Et j'ai à peine le temps de sentir une présence, d'entamer un mouvement instinctif. Je sens une lame déchirer mon épiderme, la brûlure me donner un coup de fouet.
J'ai toujours l'épée miteuse de ma première ville, celle de ma seconde naissance. Le feu coule dans mes veines alors que j'entame ma danse. Cela va être rapide, je me sais largement supérieur à tous ces "humains" qui me crachent leur haine. Celui-ci ne fera pas exception, même si son silence est vraiment inhabituel chez les gens de son espèce...
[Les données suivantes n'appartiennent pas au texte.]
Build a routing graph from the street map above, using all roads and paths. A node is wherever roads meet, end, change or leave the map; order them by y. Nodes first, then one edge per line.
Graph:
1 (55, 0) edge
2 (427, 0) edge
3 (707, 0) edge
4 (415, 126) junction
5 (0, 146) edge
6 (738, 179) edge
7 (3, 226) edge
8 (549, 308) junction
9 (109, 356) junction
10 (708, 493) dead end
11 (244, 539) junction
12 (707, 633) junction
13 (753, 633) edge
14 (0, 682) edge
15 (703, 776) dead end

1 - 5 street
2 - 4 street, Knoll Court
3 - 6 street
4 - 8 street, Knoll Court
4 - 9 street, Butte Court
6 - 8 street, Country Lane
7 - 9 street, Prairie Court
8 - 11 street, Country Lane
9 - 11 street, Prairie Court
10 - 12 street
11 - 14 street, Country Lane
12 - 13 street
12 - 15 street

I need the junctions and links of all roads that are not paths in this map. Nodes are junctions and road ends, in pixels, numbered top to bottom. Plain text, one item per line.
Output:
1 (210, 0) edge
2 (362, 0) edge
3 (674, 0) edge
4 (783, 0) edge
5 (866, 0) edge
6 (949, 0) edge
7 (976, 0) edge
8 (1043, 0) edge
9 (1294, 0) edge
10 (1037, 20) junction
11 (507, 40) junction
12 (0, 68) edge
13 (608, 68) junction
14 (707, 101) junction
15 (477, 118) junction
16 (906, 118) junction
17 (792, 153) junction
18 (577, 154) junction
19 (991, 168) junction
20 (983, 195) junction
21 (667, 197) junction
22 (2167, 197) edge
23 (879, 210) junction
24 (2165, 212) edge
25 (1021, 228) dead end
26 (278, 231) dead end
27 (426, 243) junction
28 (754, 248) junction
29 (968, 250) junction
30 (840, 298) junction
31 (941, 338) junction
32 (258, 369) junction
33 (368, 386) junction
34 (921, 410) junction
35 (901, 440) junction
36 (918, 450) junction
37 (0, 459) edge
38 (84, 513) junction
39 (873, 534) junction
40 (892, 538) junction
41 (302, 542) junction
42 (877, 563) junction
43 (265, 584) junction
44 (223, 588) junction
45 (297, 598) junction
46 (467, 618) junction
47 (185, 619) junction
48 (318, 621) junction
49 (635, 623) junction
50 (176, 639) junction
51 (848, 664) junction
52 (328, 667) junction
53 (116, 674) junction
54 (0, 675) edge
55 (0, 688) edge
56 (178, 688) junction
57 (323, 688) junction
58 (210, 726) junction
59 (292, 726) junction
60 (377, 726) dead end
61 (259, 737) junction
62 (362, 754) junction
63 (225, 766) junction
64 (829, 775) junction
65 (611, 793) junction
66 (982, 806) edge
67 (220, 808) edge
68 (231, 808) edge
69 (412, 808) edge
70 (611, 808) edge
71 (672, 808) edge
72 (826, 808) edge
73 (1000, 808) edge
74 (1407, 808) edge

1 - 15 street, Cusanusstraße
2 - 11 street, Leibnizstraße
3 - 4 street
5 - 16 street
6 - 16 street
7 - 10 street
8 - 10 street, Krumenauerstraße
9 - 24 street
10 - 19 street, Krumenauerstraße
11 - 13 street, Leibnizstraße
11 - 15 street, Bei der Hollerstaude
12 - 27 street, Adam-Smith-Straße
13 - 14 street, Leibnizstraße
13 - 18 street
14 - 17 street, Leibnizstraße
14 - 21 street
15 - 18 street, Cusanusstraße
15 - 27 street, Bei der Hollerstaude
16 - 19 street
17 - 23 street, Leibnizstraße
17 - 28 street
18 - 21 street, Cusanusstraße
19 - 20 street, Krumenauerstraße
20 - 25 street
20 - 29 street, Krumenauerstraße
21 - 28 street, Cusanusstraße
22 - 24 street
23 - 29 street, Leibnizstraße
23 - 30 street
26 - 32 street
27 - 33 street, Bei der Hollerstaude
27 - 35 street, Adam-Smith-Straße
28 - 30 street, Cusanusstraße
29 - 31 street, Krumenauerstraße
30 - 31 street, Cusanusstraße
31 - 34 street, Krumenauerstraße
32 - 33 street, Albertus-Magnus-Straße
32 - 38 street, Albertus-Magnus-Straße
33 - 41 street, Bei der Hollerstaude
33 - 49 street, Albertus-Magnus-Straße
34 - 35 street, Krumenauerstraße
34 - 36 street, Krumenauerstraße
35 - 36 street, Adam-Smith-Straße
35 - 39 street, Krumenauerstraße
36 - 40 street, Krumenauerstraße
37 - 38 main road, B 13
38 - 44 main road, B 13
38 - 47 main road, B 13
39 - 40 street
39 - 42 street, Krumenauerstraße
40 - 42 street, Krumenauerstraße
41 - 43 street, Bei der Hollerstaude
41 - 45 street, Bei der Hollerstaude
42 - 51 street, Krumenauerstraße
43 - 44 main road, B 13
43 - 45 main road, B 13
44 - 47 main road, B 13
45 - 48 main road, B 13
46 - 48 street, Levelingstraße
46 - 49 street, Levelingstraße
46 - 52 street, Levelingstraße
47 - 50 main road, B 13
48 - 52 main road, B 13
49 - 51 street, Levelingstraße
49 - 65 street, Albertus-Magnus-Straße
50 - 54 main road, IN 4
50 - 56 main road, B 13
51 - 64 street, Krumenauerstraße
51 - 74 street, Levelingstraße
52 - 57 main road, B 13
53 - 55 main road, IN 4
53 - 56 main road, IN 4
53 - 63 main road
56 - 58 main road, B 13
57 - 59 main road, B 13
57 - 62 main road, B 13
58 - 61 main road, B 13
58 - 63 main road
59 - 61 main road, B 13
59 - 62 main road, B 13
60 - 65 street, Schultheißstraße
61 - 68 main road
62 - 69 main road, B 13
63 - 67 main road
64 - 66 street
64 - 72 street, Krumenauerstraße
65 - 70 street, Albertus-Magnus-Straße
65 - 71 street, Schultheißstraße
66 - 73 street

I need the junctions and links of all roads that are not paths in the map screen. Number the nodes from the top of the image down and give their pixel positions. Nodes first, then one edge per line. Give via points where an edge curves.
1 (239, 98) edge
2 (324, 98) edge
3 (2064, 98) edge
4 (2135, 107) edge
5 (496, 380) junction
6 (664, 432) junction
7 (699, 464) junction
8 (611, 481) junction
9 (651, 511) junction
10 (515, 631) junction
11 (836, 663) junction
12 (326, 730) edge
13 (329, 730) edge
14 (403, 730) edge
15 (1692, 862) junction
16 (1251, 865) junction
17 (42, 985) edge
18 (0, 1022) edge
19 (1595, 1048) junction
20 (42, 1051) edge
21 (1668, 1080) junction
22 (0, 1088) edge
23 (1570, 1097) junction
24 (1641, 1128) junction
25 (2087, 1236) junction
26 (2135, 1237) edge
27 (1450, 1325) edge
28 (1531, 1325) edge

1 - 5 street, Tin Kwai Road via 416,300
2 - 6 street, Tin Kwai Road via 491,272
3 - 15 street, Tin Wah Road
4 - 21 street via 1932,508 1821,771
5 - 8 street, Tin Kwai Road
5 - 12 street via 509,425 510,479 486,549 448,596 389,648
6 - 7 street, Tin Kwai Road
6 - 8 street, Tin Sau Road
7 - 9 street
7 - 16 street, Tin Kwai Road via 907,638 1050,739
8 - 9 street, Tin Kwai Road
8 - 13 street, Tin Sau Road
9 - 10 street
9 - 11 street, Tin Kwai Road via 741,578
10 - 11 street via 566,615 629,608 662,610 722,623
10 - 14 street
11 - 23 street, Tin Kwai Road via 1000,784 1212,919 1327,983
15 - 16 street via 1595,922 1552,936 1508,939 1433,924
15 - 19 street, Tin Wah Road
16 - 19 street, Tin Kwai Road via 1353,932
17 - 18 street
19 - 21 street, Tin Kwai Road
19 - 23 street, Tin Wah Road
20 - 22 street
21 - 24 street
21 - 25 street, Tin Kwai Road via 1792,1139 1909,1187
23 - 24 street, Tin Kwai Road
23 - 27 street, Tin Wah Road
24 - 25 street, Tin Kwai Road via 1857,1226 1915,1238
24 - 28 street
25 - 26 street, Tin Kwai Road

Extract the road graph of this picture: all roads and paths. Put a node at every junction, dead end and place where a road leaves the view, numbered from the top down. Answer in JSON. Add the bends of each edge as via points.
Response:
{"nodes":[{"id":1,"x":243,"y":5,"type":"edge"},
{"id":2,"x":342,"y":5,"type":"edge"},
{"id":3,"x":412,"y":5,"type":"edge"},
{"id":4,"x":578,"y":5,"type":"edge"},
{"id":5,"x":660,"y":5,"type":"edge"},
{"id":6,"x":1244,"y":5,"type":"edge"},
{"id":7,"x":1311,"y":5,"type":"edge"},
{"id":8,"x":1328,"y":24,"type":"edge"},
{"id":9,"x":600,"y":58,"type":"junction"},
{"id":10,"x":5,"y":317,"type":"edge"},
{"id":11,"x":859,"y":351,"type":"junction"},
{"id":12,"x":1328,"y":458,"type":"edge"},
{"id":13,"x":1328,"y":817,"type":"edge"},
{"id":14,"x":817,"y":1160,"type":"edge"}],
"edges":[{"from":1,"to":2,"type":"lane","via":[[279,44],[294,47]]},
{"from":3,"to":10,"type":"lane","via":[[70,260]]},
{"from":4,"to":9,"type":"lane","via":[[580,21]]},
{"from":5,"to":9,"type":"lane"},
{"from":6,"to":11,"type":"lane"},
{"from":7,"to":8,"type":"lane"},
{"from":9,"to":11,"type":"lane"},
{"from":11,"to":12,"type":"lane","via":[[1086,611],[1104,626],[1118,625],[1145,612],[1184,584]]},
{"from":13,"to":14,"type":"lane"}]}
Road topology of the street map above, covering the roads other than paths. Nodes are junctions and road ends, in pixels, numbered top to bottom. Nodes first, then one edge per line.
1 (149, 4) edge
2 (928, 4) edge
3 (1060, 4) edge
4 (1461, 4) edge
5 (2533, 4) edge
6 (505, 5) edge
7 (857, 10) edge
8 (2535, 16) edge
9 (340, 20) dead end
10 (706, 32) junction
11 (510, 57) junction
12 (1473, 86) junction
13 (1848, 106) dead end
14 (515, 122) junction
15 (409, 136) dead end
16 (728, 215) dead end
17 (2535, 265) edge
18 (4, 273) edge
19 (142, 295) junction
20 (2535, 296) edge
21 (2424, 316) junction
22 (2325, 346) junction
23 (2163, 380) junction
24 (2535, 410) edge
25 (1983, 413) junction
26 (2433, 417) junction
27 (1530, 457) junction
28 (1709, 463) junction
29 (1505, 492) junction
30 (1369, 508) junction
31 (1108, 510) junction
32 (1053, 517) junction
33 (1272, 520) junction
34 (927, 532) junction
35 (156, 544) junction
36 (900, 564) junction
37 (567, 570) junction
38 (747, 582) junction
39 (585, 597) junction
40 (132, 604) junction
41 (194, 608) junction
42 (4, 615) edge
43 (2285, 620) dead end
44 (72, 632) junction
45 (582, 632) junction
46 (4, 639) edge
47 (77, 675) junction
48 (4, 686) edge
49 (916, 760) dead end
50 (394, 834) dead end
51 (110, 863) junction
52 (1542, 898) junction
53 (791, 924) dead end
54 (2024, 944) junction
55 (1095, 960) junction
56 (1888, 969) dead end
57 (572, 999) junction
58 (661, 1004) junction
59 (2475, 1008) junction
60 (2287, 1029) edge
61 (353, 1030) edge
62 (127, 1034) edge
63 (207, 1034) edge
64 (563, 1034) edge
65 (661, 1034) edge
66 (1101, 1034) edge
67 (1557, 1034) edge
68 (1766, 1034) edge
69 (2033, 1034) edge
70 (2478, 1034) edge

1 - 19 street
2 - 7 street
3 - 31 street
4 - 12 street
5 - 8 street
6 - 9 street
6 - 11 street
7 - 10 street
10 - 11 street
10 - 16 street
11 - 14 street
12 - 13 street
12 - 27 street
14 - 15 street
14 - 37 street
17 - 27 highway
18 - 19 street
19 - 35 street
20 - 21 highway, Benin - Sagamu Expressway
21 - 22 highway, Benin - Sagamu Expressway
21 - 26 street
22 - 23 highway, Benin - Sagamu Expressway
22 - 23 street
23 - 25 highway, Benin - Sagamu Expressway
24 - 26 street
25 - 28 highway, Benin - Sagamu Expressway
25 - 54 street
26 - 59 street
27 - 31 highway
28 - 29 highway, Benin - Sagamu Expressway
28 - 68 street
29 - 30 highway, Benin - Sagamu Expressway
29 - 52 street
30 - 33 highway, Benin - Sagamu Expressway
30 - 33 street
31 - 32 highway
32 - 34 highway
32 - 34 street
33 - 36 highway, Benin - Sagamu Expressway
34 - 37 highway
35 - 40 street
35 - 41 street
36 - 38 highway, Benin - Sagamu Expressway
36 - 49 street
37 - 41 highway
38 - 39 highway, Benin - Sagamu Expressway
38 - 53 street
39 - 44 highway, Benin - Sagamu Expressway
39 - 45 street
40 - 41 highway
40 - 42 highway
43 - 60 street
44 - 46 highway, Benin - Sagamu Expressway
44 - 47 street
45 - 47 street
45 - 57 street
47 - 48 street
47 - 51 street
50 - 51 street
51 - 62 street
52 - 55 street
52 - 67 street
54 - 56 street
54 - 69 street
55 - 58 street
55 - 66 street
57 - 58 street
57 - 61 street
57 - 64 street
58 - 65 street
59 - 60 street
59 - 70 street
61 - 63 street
Une passe. Une feinte. Une deuxième feinte. Mon sang coule à nouveau. Une estafilade, mais je suis etonné, il sait se battre le bougre! Pas aussi bien que moi, c'est évident, mais je l'ai sous-estimé...
Notre combat fait rage. Toujours aussi silencieux dans sa subtile violence. La Lune semble seule témoin...
D'un rayon, elle éclaire un ultime mouvement alors que je plonge pour éviter sa deuxième lame. Je me sens nu avec la seule mienne. Je ne suis plus sûr de faire le poids..Comment est-ce possible? La fuite me semble encore une solution...
" Toi !! "
Etonné, je lève le regard sur l'humain, ses yeux écarquillés brillent autant de surprise, de haine que de satisfaction...
Lui aussi me connait, c'est maintenant une certitude.